其实有很多解决方案这里不再展开 请参考为什么jvm需要有栈协程
性能参考
io_uring
性能压测(基于 fio
)
对于已经在使用 linux-aio 的应用,例如 ScyllaDB, 不要期望换成 io_uring 之后能获得大幅的性能提升,这是因为: io_uring
性能相关的底层机制与 linux-aio
并无本质不同(都是异步提交,轮询结果)。
在此,本文也希望使读者明白:io_uring
首先和最重要的贡献在于: 将 linux-aio 的所有优良特性带给了普罗大众(而非局限于数据库这样的细分领域)。
测试环境
本节使用 fio
测试 4 种模式:
- synchronous reads
posix-aio
(implemented as a thread pool)linux-aio
io_uring
硬件:
- NVMe 存储设备,物理极限能打到 3.5M IOPS。
- 8 核处理器
场景一:direct I/O 1KB
随机读(绕过 page cache)
第一组测试中,我们希望所有的读请求都能命中存储设备(all reads to hit the storage),完全绕开操作系统的页缓存(page cache)。
测试配置:
- 8 个 CPU 执行 72
fio
job, - 每个 job 随机读取 4 个文件,
iodepth=8
(number of I/O units to keep in flight against the file.)。
这种配置保证了 CPU 处于饱和状态,便于观察 I/O 性能。 如果 CPU 数量足够多,那每组测试都可能会打满设备带宽,结果对 I/O 压测就没意义了。
表 1. Direct I/O(绕过系统页缓存):1KB 随机读,CPU 100% 下的 I/O 性能
backend | IOPS | context switches | IOPS ±% vs io_uring |
---|---|---|---|
sync | 814,000 | 27,625,004 | -42.6% |
posix-aio (thread pool) | 433,000 | 64,112,335 | -69.4% |
linux-aio | 1,322,000 | 10,114,149 | -6.7% |
io_uring (basic) | 1,417,000 | 11,309,574 | — |
io_uring (enhanced) | 1,486,000 | 11,483,468 | 4.9% |
几点分析:
io_uring
相比linux-aio
确实有一定提升,但并非革命性的。

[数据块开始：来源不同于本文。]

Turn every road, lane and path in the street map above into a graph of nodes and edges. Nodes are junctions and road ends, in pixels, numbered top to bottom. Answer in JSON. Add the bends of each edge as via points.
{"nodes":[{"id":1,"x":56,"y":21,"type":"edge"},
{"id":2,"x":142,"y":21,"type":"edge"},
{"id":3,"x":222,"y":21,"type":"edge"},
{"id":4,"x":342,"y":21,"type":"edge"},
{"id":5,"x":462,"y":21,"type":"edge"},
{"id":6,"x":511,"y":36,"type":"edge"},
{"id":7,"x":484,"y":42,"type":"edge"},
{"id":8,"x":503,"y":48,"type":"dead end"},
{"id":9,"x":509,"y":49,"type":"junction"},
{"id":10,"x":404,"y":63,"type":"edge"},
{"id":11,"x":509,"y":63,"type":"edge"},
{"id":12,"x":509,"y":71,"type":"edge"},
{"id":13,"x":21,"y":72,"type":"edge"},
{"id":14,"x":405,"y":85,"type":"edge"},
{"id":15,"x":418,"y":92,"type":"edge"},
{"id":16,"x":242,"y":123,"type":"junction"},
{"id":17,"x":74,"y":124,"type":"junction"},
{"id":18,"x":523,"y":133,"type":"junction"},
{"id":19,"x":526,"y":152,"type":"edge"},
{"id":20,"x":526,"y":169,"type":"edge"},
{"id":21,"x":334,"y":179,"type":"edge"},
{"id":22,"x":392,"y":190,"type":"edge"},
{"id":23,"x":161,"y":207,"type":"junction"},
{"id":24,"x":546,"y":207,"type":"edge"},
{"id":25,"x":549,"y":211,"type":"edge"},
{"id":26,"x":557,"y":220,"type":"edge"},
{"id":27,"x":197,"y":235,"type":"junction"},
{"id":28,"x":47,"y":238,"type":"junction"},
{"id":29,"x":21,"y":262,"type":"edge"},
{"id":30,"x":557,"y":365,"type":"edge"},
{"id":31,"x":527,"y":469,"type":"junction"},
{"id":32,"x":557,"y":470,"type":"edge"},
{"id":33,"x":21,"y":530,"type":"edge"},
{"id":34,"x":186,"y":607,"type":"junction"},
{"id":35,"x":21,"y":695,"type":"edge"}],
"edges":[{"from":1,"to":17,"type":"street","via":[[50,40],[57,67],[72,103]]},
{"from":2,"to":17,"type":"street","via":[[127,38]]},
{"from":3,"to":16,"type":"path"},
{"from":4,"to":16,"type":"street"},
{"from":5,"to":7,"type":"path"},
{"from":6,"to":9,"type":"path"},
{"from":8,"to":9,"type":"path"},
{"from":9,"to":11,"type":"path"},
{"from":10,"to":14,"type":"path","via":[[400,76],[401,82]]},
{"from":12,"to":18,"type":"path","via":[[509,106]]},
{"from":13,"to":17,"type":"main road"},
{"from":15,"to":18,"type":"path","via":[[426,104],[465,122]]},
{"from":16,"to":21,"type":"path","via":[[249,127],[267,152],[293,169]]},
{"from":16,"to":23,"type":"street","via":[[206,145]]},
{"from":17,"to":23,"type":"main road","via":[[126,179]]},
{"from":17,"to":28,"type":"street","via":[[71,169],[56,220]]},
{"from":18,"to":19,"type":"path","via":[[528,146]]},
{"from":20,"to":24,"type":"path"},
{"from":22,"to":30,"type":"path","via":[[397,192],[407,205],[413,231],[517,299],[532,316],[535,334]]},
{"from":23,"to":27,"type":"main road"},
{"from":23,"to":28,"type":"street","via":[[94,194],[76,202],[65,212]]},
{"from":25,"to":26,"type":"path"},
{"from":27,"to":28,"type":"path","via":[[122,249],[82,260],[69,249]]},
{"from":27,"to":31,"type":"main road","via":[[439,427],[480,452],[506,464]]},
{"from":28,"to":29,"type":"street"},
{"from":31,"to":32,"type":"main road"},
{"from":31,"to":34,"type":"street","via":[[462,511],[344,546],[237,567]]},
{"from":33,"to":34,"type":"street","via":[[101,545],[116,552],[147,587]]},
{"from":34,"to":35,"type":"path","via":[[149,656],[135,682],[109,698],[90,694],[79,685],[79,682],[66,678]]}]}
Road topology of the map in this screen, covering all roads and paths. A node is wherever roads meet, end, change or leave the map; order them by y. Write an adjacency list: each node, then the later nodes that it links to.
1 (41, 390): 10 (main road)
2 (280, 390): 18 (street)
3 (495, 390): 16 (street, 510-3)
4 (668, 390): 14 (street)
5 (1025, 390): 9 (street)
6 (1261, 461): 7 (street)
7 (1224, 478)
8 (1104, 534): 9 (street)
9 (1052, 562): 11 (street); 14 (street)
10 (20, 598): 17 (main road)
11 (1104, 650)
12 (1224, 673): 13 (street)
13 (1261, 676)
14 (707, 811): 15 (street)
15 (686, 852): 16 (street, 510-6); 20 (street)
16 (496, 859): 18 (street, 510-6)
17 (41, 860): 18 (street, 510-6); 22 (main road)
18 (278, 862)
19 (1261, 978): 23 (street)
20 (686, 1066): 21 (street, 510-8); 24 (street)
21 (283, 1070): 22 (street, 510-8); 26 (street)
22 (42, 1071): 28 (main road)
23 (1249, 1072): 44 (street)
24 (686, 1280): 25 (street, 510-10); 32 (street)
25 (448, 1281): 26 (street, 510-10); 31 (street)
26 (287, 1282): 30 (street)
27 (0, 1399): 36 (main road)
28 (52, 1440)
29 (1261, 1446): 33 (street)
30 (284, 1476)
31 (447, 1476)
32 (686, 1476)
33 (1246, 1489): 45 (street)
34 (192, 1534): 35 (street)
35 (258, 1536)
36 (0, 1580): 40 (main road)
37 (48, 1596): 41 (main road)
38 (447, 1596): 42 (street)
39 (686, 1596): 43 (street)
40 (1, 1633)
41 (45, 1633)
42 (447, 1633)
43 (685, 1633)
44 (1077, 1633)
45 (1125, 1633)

- 开启高级特性,例如 buffer & file registration 之后性能有进一步提升 —— 但也还 没有到为了这些性能而重写整个应用的地步,除非你是搞数据库研发,想榨取硬件的最后一分性能。
io_uring
andlinux-aio
都比同步 read 接口快 2 倍,而后者又比 posix-aio 快 2 倍 —— 初看有点差异。但看看上下文切换次数,就不难理解为什么 posix-aio 这么慢了。- 同步 read 性能差是因为:在这种没有 page cache 的情况下, 每次 read 系统调用都会阻塞,因此就会涉及一次上下文切换。
posix-aio
性能更差是因为:不仅内核和应用程序之间要频繁上下文切换,线程池的多个线程之间也在频繁切换。
场景二:buffered I/O 1KB
随机读(数据提前加载到内存,100% hot cache)
第二组测试 buffered I/O:
- 将文件数据提前加载到内存,然后再测随机读。
- 由于数据全部在 page cache,因此同步 read 永远不会阻塞。
- 这种场景下,我们预期同步读和 io_uring 的性能差距不大(都是最好的)。
- 其他测试条件不变。
表 2. Buffered I/O(数据全部来自 page cache,100% hot cache):1KB 随机读,100% CPU 下的 I/O 性能
Backend | IOPS | context switches | IOPS ±% vs io_uring |
---|---|---|---|
sync | 4,906,000 | 105,797 | -2.3% |
posix-aio (thread pool) | 1,070,000 | 114,791,187 | -78.7% |
linux-aio | 4,127,000 | 105,052 | -17.9% |
io_uring | 5,024,000 | 106,683 | — |
结果分析:
同步读和
io_uring
性能差距确实很小,二者都是最好的。但注意,实际的应用不可能一直 100% 时间执行 IO 操作,因此 基于同步读的真实应用性能还是要比基于 io_uring 要差的,因为 io_uring 会将多个系统调用批处理化。
posix-aio
性能最差,直接原因是上下文切换次数太多,这也和场景相关: 在这种 CPU 饱和的情况下,它的线程池反而是累赘,会完全拖慢性能。linux-aio
并不是针对 buffered I/O 设计的,在这种 page cache 直接返回的场景, 它的异步接口反而会造成性能损失 —— 将操作分 为 dispatch 和 consume 两步不但没有性能收益,反而有额外开销。